== EXERCISE BRIEF ==
When a line in the entries below contains the word "where", copy that line.
---
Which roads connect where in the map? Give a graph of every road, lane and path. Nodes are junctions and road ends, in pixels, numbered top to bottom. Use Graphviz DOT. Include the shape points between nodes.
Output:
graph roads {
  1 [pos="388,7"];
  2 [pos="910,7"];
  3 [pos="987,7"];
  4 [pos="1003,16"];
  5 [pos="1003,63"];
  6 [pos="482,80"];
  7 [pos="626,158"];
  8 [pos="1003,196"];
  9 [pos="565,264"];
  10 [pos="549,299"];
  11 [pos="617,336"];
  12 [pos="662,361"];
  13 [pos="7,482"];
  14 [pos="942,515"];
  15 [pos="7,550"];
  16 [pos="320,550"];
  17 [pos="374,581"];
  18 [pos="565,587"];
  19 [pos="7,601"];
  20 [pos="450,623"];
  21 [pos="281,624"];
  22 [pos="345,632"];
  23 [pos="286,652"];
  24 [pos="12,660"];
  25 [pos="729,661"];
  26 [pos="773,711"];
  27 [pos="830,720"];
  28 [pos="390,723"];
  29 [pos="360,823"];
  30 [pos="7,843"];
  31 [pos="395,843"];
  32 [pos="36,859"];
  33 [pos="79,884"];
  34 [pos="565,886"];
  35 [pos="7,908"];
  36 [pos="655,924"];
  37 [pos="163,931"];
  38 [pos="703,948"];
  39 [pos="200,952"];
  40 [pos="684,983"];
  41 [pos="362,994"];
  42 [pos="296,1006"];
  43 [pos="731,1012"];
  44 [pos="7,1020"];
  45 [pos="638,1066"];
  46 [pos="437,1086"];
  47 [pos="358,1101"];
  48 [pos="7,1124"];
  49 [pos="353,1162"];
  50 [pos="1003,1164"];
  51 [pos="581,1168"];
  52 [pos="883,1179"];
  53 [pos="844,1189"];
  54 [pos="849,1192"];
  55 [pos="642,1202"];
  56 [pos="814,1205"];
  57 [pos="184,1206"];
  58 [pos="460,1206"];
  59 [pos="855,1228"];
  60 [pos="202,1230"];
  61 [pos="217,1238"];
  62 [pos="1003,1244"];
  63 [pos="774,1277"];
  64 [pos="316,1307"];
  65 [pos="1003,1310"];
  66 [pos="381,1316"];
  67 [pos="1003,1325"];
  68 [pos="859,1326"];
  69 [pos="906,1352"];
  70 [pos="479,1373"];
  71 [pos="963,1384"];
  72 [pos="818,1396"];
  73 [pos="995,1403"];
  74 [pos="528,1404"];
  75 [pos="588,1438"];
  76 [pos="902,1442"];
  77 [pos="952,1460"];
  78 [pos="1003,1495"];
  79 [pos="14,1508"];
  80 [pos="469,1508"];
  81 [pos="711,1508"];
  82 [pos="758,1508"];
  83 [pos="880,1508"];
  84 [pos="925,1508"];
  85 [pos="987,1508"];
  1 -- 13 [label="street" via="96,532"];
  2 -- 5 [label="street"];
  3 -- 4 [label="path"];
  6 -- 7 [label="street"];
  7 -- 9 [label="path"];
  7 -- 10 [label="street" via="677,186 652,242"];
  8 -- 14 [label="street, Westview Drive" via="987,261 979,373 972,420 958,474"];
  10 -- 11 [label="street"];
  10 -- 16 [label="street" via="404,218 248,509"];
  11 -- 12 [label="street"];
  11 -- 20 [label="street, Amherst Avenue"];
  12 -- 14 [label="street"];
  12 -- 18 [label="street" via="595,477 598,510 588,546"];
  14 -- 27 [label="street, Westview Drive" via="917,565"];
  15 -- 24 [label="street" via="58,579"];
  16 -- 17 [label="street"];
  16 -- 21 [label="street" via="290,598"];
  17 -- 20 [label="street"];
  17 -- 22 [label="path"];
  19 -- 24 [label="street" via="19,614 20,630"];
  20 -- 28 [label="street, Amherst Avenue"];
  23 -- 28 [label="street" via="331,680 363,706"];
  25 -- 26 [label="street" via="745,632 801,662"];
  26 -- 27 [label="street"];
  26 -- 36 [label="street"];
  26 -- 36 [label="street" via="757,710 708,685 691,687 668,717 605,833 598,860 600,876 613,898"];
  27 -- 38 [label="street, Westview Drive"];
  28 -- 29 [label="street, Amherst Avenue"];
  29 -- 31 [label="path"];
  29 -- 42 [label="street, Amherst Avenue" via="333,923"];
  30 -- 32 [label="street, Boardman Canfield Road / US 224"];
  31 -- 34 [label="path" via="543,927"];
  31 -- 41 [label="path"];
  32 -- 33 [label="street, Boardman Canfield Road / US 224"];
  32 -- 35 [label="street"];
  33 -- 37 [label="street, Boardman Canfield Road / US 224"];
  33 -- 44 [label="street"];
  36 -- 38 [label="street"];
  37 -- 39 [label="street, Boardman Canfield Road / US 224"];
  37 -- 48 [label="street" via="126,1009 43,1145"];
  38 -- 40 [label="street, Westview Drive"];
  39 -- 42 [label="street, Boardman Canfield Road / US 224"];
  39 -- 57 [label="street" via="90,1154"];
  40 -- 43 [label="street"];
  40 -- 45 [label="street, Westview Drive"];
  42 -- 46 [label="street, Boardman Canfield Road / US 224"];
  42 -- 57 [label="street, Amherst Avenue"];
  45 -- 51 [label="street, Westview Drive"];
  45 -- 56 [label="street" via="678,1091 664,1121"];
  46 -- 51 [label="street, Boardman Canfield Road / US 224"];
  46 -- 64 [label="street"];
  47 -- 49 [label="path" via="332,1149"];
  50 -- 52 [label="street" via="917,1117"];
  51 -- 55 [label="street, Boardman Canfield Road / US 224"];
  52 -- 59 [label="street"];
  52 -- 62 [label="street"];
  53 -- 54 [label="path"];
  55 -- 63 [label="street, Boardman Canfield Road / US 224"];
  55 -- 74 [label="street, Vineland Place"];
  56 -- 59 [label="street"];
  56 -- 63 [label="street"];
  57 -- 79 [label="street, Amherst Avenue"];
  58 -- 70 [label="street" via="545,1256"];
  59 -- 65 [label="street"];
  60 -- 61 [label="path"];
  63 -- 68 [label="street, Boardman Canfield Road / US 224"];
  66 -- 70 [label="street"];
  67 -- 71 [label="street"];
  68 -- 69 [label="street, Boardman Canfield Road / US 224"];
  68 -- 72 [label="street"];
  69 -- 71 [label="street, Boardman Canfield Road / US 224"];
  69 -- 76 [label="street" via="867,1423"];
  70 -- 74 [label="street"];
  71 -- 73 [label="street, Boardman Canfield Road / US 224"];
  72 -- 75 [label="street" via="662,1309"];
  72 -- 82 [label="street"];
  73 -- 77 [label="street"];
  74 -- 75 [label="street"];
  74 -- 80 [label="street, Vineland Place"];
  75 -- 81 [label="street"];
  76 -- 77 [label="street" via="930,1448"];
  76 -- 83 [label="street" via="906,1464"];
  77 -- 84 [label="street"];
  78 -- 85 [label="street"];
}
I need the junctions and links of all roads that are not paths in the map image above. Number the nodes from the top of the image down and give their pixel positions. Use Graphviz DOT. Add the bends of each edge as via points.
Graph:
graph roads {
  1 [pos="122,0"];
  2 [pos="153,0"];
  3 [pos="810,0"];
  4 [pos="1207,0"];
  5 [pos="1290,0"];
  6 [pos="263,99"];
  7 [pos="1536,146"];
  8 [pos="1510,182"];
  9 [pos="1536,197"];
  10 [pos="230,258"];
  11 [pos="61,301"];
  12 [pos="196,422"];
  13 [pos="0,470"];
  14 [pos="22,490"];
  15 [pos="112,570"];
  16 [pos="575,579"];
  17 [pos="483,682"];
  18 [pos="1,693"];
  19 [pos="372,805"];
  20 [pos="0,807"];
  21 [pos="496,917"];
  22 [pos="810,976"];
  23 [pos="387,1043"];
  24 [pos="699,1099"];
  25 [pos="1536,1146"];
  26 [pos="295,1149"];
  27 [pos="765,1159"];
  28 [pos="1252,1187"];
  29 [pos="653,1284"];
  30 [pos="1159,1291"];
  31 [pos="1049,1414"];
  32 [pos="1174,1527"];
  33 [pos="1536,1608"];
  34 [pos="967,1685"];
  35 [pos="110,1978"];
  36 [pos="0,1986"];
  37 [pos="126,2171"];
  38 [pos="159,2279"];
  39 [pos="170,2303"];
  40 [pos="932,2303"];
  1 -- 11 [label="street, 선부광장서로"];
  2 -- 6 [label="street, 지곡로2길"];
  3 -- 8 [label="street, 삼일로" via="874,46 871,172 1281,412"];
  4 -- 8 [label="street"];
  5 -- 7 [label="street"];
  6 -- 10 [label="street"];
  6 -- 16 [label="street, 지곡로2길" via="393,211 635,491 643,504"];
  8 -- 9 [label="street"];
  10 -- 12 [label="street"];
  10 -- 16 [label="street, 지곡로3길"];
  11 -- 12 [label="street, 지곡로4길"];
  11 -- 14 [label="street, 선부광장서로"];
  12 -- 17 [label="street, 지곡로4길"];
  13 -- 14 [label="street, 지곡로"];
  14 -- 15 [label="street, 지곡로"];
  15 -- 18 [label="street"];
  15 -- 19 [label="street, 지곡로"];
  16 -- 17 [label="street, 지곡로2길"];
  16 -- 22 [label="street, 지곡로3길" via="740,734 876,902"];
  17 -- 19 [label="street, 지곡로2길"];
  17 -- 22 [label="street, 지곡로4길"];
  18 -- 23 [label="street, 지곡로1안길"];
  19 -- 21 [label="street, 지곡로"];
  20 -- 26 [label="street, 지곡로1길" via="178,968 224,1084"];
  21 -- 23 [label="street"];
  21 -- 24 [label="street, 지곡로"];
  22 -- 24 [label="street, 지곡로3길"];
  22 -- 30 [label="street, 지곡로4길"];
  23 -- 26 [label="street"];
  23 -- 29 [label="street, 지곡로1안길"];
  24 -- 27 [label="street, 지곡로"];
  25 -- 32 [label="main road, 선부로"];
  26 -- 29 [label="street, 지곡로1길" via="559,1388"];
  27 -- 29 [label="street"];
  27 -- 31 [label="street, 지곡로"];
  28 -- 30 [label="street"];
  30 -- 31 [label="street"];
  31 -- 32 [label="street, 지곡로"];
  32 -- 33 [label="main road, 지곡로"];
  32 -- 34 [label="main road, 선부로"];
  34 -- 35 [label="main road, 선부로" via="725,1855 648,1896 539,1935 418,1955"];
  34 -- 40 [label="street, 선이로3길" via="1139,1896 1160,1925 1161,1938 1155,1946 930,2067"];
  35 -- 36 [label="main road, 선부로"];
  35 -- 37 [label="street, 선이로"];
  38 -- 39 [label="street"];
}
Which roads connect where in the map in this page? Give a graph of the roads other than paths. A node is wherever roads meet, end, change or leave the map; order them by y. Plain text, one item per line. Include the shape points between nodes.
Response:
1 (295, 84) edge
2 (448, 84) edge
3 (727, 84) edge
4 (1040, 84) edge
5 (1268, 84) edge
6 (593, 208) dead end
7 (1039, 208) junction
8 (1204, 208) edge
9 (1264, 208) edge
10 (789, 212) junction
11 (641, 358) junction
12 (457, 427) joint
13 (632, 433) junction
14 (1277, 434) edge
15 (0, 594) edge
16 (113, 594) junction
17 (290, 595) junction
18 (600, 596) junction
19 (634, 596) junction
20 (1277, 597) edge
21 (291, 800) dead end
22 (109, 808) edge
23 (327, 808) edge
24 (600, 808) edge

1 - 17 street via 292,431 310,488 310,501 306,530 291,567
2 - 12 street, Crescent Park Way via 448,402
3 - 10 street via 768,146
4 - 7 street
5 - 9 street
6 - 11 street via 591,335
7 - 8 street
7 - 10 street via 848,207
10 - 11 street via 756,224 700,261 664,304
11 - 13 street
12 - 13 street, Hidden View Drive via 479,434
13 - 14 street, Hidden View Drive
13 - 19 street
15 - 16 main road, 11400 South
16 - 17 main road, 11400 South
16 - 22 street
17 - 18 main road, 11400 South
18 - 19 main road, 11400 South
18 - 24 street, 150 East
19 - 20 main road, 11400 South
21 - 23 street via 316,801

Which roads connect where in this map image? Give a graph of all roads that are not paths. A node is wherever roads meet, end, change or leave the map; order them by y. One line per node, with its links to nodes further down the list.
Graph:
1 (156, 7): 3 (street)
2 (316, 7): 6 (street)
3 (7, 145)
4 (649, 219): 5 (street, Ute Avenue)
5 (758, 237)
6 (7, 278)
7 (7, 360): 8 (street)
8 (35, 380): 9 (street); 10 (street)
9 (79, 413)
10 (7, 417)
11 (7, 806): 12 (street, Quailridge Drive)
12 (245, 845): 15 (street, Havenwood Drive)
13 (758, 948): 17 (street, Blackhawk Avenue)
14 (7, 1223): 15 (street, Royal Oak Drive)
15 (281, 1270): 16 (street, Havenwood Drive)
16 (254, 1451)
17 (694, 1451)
---
== ANSWER TO THIS TASK ==
Which roads connect where in the map? Give a graph of every road, lane and path. Nodes are junctions and road ends, in pixels, numbered top to bottom. Use Graphviz DOT. Include the shape points between nodes.
Which roads connect where in the map in this page? Give a graph of the roads other than paths. A node is wherever roads meet, end, change or leave the map; order them by y. Plain text, one item per line. Include the shape points between nodes.
Which roads connect where in this map image? Give a graph of all roads that are not paths. A node is wherever roads meet, end, change or leave the map; order them by y. One line per node, with its links to nodes further down the list.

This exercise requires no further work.